[Saved entries]
[Start of section]

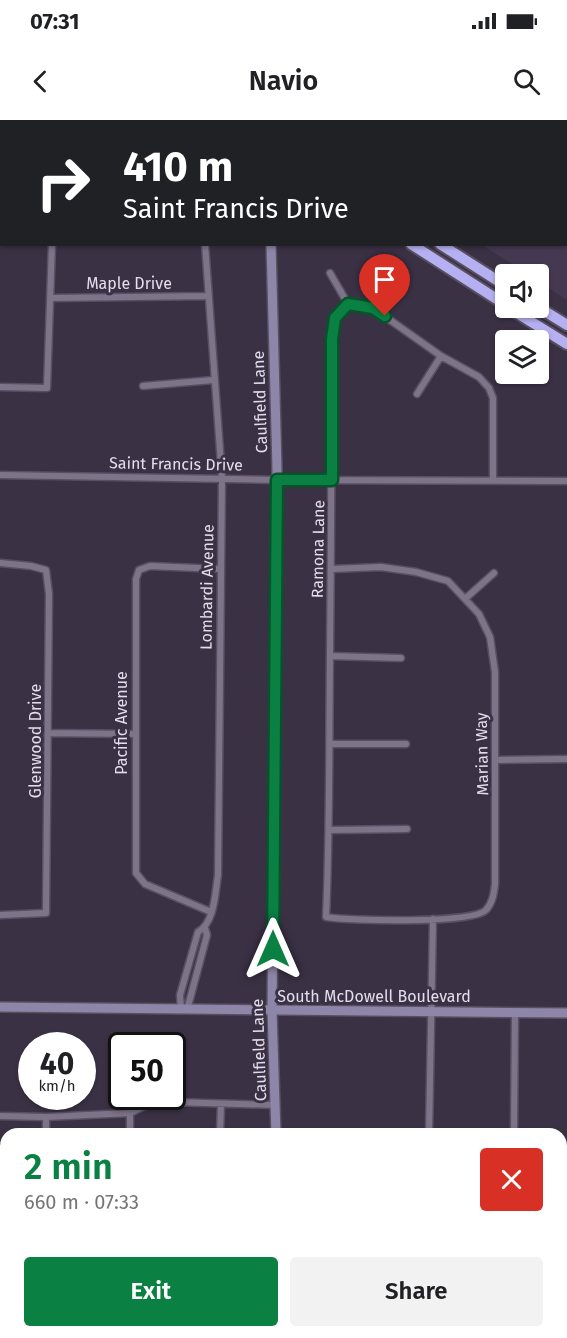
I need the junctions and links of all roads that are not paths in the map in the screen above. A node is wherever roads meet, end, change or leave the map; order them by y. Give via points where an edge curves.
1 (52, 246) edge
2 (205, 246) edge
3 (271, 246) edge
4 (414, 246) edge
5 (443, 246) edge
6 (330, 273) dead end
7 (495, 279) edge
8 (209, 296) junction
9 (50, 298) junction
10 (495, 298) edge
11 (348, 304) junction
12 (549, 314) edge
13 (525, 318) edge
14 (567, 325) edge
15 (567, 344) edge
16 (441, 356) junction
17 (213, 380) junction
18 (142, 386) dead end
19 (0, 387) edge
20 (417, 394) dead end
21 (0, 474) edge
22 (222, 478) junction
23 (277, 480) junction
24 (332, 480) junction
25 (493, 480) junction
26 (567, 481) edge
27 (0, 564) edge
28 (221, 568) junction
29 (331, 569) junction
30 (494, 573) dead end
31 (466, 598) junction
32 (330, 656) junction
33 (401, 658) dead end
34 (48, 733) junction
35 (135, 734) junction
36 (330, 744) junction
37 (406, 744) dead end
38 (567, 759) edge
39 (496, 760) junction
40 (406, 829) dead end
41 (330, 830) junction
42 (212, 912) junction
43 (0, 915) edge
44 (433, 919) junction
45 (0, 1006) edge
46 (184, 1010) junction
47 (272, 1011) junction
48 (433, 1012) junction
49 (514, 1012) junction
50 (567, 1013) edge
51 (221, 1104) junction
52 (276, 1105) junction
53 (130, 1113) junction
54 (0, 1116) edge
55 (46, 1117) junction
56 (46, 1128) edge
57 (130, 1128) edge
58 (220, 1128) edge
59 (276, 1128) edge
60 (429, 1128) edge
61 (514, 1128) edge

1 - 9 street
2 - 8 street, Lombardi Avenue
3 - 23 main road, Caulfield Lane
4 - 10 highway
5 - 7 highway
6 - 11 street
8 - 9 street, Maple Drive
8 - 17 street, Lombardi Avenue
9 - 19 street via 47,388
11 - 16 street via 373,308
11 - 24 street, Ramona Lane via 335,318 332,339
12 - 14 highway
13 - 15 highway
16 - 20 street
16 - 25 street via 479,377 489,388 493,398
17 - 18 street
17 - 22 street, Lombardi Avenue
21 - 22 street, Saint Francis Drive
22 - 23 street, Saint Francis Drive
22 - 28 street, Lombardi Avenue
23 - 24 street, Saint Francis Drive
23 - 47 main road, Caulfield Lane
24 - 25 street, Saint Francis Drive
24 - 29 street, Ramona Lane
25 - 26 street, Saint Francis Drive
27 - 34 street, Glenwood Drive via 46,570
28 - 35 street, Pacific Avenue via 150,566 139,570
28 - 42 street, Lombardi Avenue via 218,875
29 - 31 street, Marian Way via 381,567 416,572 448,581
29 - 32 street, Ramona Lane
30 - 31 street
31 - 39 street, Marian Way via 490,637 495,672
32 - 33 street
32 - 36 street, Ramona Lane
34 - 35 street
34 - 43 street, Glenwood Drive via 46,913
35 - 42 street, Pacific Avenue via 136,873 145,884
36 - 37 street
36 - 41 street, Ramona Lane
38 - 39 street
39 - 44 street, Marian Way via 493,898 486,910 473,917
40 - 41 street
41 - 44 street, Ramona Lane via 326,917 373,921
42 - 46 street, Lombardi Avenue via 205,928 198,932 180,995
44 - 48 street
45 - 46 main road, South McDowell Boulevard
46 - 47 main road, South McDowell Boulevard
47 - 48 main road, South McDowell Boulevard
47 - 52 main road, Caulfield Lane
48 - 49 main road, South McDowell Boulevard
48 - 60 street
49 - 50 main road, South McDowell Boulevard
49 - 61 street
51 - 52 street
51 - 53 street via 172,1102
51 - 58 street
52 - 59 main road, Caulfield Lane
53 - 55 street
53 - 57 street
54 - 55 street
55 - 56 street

[End of section]

REQUIRED ACTION: Any pictures should be dropped; transcribe the rest of the records above exactly.

ANSWER:
I need the junctions and links of all roads that are not paths in the map in the screen above. A node is wherever roads meet, end, change or leave the map; order them by y. Give via points where an edge curves.
1 (52, 246) edge
2 (205, 246) edge
3 (271, 246) edge
4 (414, 246) edge
5 (443, 246) edge
6 (330, 273) dead end
7 (495, 279) edge
8 (209, 296) junction
9 (50, 298) junction
10 (495, 298) edge
11 (348, 304) junction
12 (549, 314) edge
13 (525, 318) edge
14 (567, 325) edge
15 (567, 344) edge
16 (441, 356) junction
17 (213, 380) junction
18 (142, 386) dead end
19 (0, 387) edge
20 (417, 394) dead end
21 (0, 474) edge
22 (222, 478) junction
23 (277, 480) junction
24 (332, 480) junction
25 (493, 480) junction
26 (567, 481) edge
27 (0, 564) edge
28 (221, 568) junction
29 (331, 569) junction
30 (494, 573) dead end
31 (466, 598) junction
32 (330, 656) junction
33 (401, 658) dead end
34 (48, 733) junction
35 (135, 734) junction
36 (330, 744) junction
37 (406, 744) dead end
38 (567, 759) edge
39 (496, 760) junction
40 (406, 829) dead end
41 (330, 830) junction
42 (212, 912) junction
43 (0, 915) edge
44 (433, 919) junction
45 (0, 1006) edge
46 (184, 1010) junction
47 (272, 1011) junction
48 (433, 1012) junction
49 (514, 1012) junction
50 (567, 1013) edge
51 (221, 1104) junction
52 (276, 1105) junction
53 (130, 1113) junction
54 (0, 1116) edge
55 (46, 1117) junction
56 (46, 1128) edge
57 (130, 1128) edge
58 (220, 1128) edge
59 (276, 1128) edge
60 (429, 1128) edge
61 (514, 1128) edge

1 - 9 street
2 - 8 street, Lombardi Avenue
3 - 23 main road, Caulfield Lane
4 - 10 highway
5 - 7 highway
6 - 11 street
8 - 9 street, Maple Drive
8 - 17 street, Lombardi Avenue
9 - 19 street via 47,388
11 - 16 street via 373,308
11 - 24 street, Ramona Lane via 335,318 332,339
12 - 14 highway
13 - 15 highway
16 - 20 street
16 - 25 street via 479,377 489,388 493,398
17 - 18 street
17 - 22 street, Lombardi Avenue
21 - 22 street, Saint Francis Drive
22 - 23 street, Saint Francis Drive
22 - 28 street, Lombardi Avenue
23 - 24 street, Saint Francis Drive
23 - 47 main road, Caulfield Lane
24 - 25 street, Saint Francis Drive
24 - 29 street, Ramona Lane
25 - 26 street, Saint Francis Drive
27 - 34 street, Glenwood Drive via 46,570
28 - 35 street, Pacific Avenue via 150,566 139,570
28 - 42 street, Lombardi Avenue via 218,875
29 - 31 street, Marian Way via 381,567 416,572 448,581
29 - 32 street, Ramona Lane
30 - 31 street
31 - 39 street, Marian Way via 490,637 495,672
32 - 33 street
32 - 36 street, Ramona Lane
34 - 35 street
34 - 43 street, Glenwood Drive via 46,913
35 - 42 street, Pacific Avenue via 136,873 145,884
36 - 37 street
36 - 41 street, Ramona Lane
38 - 39 street
39 - 44 street, Marian Way via 493,898 486,910 473,917
40 - 41 street
41 - 44 street, Ramona Lane via 326,917 373,921
42 - 46 street, Lombardi Avenue via 205,928 198,932 180,995
44 - 48 street
45 - 46 main road, South McDowell Boulevard
46 - 47 main road, South McDowell Boulevard
47 - 48 main road, South McDowell Boulevard
47 - 52 main road, Caulfield Lane
48 - 49 main road, South McDowell Boulevard
48 - 60 street
49 - 50 main road, South McDowell Boulevard
49 - 61 street
51 - 52 street
51 - 53 street via 172,1102
51 - 58 street
52 - 59 main road, Caulfield Lane
53 - 55 street
53 - 57 street
54 - 55 street
55 - 56 street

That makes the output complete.